Segmentation accuracy: As shown in Figure 2,

we use two different segmentation accuracies. On

the one hand, perfect segmentations are given from

the Pascal VOC dataset (Everingham et al., 2010).

The object pixels are thereby used as foreground and

all others are used as background. On the other hand,

we simulate an inaccurate segmentation using the

convex hull of all pixels that belong to a perfectly

segmented object. No holes are given in this

approach but the actual object shape is heavily

changed.

Bounding boxes: Most image features are

extracted from square image regions. However,

segmented objects are given as arbitrarily shaped

polygons or image masks, and thus we operate on

bounding boxes around such object segments. As

shown in Figure 3, we select two different bounding

boxes for each object. First, we use tight, rectangular

bounding boxes that touch the segment bounds on

all four sides. These regions are resized to squares in

a pre-processing step. Secondly, we use squared

bounding boxes that touch the object bounds only in

the larger dimension. These regions contain larger

parts of the object’s background but no additional

resize step changes the aspect ratio of these regions.

Figure 3: Bounding boxes.

3.2 Image Features

In this work, four state-of-the-art texture and color

features are used: SIFT, Gabor wavelets, MPEG-7

ColorLayout and ScalableColor. We omit to add

specific shape features because the used texture

features extracted from Region 6 (white object on

black background) already present effective shape

features. All features are computed on 64 x 64 pixel

regions.

SIFT features (Lowe, 2004) consist of 8-

dimensional orientation histograms that are

computed from the image gradients in 16 slightly

overlapping sub-regions on a 4x4 grid. The feature is

normalized to increase the robustness against color

and illumination changes. In the proposed semi-local

feature approach, we extract only one SIFT feature

from the entire object region. No interest point

detection is used in this process.

ICPRAM 2012 - International Conference on Pattern Recognition Applications and Methods

172

Gabor wavelets (Frigo and Johnson, 2005) are

computed with a bank of orientation and scale

sensitive Gabor filters. The mean and standard

deviation of each filter output is thereby used as

features values.

MPEG-7 ColorLayout features (Manjunath et

al., 2001) present the spatial distribution of colors in

a very compact form. They cluster an image or

image region into sub-regions of 8x8 pixels and

compute the average pixel value for each of them.

Finally, the first low frequency coefficients of a

discrete cosine transform are selected.

MPEG-7 ScalableColor features (Manjunath et

al., 2001) are computed from a quantized HSV color

histogram.

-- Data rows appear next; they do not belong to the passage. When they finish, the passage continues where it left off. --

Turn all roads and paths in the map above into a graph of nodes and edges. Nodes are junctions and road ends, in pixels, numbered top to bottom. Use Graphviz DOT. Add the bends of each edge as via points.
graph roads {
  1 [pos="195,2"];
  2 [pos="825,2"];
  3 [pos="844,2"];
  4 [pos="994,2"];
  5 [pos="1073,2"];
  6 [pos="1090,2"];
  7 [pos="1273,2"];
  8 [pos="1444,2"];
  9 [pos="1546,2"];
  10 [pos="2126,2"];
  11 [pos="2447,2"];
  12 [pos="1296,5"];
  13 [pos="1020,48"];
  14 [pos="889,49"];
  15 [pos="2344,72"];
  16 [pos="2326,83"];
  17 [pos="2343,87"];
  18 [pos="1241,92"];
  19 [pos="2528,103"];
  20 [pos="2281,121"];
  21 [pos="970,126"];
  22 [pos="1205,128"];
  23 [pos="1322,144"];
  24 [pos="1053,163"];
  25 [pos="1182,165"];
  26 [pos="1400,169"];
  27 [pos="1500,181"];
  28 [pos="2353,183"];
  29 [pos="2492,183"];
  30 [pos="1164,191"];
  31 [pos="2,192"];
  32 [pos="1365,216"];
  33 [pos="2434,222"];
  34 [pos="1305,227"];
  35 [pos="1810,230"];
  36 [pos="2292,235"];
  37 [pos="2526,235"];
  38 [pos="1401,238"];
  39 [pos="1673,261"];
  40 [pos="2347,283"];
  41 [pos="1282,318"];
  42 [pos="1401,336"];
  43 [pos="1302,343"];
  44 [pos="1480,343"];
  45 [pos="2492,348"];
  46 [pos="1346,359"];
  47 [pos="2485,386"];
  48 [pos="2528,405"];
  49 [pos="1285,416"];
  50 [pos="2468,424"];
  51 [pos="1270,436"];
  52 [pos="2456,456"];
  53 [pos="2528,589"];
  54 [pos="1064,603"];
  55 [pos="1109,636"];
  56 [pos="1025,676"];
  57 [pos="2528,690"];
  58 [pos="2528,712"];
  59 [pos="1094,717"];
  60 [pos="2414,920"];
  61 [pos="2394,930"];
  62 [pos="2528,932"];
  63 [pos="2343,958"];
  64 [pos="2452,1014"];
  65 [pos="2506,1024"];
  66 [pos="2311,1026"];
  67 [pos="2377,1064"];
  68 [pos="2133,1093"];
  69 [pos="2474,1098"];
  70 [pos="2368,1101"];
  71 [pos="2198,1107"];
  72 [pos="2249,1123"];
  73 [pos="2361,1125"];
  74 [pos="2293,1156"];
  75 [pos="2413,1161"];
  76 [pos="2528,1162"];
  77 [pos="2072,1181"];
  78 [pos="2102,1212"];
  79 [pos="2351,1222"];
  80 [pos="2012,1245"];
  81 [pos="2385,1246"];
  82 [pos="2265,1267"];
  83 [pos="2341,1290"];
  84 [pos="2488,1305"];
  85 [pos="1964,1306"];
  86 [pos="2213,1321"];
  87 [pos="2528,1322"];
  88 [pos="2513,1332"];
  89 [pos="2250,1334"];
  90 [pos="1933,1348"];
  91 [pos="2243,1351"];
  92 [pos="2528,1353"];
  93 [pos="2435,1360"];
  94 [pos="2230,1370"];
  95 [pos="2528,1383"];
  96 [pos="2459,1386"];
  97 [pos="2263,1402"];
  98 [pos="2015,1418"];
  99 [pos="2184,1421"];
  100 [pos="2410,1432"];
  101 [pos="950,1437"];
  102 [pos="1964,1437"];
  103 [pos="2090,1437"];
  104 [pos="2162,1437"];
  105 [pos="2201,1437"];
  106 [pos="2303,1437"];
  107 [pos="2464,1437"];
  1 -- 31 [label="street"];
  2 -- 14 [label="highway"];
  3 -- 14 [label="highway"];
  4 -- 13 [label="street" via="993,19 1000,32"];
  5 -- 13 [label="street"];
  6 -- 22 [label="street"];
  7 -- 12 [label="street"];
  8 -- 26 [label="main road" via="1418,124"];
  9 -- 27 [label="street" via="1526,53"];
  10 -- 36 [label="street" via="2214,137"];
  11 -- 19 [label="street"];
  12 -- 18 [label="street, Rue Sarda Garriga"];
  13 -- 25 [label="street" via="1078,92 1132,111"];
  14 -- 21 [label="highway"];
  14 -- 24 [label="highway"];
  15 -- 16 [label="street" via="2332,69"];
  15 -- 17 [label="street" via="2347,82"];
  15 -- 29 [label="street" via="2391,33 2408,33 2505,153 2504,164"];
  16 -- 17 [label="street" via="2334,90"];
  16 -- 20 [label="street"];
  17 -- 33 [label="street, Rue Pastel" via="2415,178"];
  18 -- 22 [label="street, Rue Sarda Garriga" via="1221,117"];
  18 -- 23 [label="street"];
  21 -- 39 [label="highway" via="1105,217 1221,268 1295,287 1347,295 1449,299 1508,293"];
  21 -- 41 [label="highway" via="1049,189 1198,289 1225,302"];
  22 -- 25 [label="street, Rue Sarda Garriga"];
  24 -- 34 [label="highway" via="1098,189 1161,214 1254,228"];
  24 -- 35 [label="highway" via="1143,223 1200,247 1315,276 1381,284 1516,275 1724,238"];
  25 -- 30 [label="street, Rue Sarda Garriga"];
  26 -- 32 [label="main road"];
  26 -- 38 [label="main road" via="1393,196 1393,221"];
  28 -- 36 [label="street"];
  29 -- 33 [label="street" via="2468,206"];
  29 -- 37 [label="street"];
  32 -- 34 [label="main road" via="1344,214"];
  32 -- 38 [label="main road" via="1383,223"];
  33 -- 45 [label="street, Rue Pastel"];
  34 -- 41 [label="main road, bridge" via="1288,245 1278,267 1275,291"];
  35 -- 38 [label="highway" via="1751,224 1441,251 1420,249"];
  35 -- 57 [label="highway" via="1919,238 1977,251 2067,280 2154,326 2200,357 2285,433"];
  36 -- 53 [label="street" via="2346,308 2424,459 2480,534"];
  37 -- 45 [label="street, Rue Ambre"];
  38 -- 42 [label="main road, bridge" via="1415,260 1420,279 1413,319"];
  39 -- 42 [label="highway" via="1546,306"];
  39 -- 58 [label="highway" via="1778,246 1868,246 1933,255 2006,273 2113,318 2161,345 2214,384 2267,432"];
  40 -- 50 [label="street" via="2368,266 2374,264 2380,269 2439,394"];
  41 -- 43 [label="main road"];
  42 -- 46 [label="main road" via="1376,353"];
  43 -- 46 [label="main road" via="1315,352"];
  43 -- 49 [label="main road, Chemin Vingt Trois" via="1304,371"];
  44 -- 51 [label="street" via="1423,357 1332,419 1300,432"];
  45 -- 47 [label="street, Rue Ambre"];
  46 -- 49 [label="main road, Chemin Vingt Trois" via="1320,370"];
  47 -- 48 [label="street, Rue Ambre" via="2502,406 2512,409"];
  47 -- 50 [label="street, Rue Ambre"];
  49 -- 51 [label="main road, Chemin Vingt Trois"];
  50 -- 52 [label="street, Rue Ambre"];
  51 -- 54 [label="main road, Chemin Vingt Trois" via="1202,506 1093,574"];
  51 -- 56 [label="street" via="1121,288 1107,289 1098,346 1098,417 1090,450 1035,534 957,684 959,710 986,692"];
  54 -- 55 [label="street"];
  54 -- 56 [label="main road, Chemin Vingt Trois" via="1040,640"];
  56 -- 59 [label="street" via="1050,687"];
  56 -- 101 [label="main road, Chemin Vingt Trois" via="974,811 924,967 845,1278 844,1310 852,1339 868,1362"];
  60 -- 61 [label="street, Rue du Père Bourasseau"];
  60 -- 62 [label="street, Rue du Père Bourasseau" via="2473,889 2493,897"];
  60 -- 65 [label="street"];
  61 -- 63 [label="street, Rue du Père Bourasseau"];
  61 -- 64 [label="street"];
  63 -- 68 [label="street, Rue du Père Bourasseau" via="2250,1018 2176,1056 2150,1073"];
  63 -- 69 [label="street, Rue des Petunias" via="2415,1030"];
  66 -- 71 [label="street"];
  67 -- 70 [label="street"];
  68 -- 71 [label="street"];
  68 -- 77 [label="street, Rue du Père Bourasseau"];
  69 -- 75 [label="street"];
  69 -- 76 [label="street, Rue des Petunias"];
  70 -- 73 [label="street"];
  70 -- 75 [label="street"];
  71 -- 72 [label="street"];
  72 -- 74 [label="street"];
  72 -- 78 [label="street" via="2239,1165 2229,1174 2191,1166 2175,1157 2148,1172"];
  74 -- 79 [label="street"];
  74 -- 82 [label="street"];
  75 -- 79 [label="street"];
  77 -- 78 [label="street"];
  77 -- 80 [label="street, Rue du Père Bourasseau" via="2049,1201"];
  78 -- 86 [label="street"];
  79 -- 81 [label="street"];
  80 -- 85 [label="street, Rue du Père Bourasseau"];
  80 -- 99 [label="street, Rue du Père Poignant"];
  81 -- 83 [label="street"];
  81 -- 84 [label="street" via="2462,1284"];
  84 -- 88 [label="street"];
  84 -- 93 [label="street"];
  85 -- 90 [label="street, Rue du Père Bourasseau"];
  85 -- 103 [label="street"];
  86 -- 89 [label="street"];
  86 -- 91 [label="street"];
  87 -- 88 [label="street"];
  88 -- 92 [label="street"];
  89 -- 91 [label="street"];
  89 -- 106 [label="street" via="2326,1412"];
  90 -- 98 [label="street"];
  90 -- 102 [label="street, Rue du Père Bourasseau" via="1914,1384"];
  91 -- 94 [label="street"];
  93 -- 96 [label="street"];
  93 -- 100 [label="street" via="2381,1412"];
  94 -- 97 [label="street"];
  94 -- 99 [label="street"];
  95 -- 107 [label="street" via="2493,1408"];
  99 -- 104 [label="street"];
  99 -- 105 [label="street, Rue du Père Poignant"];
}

A scalable binary representation is then

generated by indexing the probability values of each

histogram bin before a discrete Haar transformation

is applied. The resulting feature is scale invariant.

3.3 Classification

We compute the nearest neighbor for segmented

objects using all described region preparation

techniques and feature types independently.

Thereby, each segmented query object is matched

against all segmented objects in the dataset that do

not stem from the same image as the query object.

The object class of the nearest neighbor is then used

to classify a query object. We perform this nearest

neighbor classification with following dissimilarity

measures to get as general findings as possible.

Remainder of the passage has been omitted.